Graduation day was a complete trip. There aren’t words! Of all the things on my mental “30 before 30,” achieving my master’s has always been at the top. The ceremony kind of felt like the intersection of all the work, sacrifices and time with the reward and formality of the ceremony in front of friends, family and other academics. It was difficult not to be overwhelmed by it all.
The first part of the ceremony consisted of the hooding ceremony for the doctoral candidates. This was really inspiring to see. Each candidate was accompanied by their advisor, who placed their hood and accompanied them to the stage to accept their doctoral diploma. I won’t lie, watching their ceremony made me really want one — after a few years off of course.

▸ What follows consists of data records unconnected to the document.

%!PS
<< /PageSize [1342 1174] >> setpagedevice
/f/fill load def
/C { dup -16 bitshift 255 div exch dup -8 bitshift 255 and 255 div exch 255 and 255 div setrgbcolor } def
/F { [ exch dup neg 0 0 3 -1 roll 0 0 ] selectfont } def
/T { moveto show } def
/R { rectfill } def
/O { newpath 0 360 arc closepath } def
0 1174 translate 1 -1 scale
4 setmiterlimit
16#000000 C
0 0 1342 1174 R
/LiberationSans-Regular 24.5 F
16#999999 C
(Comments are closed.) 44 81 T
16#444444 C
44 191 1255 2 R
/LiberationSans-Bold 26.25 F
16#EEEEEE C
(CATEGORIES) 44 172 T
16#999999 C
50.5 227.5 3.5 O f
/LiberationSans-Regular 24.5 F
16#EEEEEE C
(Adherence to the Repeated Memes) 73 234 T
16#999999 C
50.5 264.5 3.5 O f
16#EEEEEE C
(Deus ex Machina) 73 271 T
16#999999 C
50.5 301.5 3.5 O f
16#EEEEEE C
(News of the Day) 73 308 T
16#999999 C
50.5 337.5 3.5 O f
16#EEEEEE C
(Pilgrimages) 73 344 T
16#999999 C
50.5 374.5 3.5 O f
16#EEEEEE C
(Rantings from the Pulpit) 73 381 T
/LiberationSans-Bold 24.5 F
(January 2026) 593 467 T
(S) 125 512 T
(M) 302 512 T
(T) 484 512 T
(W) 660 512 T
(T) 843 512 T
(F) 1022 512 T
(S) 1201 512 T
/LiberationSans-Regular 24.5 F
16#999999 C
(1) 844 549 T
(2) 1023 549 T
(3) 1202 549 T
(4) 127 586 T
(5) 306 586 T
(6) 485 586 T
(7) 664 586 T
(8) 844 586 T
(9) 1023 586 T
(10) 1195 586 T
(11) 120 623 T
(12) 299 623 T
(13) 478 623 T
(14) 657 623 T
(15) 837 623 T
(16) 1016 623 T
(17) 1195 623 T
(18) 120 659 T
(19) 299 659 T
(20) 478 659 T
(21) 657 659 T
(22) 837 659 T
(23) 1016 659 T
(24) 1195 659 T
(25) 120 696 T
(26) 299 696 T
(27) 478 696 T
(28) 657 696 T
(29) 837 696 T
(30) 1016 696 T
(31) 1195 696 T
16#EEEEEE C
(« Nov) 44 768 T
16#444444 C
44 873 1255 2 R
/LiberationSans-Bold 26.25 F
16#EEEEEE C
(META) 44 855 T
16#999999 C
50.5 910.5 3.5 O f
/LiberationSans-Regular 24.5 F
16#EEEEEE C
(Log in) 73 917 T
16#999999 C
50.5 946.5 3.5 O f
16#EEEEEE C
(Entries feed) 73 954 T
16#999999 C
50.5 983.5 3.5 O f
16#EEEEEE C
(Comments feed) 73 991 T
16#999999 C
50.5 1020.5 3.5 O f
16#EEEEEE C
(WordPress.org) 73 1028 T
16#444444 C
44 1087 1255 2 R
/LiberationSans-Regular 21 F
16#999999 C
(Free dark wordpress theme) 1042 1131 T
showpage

Finally it was our turn to go. We lined up, and started proceeding to the stage. Right as I was getting in line, my baby brother called wondering why the party wasn’t at my house (he got the times mixed up).
Off the phone and waiting nervously.
Ready to walk across the stage. In retrospect I think I was a little underdressed, but I was super comfortable in my Vibrams.
The moment, the BIG moment! I was so nervous to shake his hand, and the lights were blinding. He asked me what my plans were, and all I could drivel out was “innnnsttruccctional designnn sir.” The man with the red sash looking on is my old boss.
I had to snap a shot for my parents in Texas right when I sat down. It’s just the folder for now, they send the diploma itself in a few weeks.
We tried to get a few pictures, but it was so crowded and crazy that we didn’t get all that many before leaving to go back to the house. My hair was flat and my make-up had run, so I think we’ll have to snap a few more this week when my family is here.
Despite being finished, I feel like my feet are still not firmly planted on anything resembling level ground. The world feels bigger, and the more I learn, the less I realize I really know. I still have so much to learn, see and experience and this just feels like the end of another beginning. Is that crazy?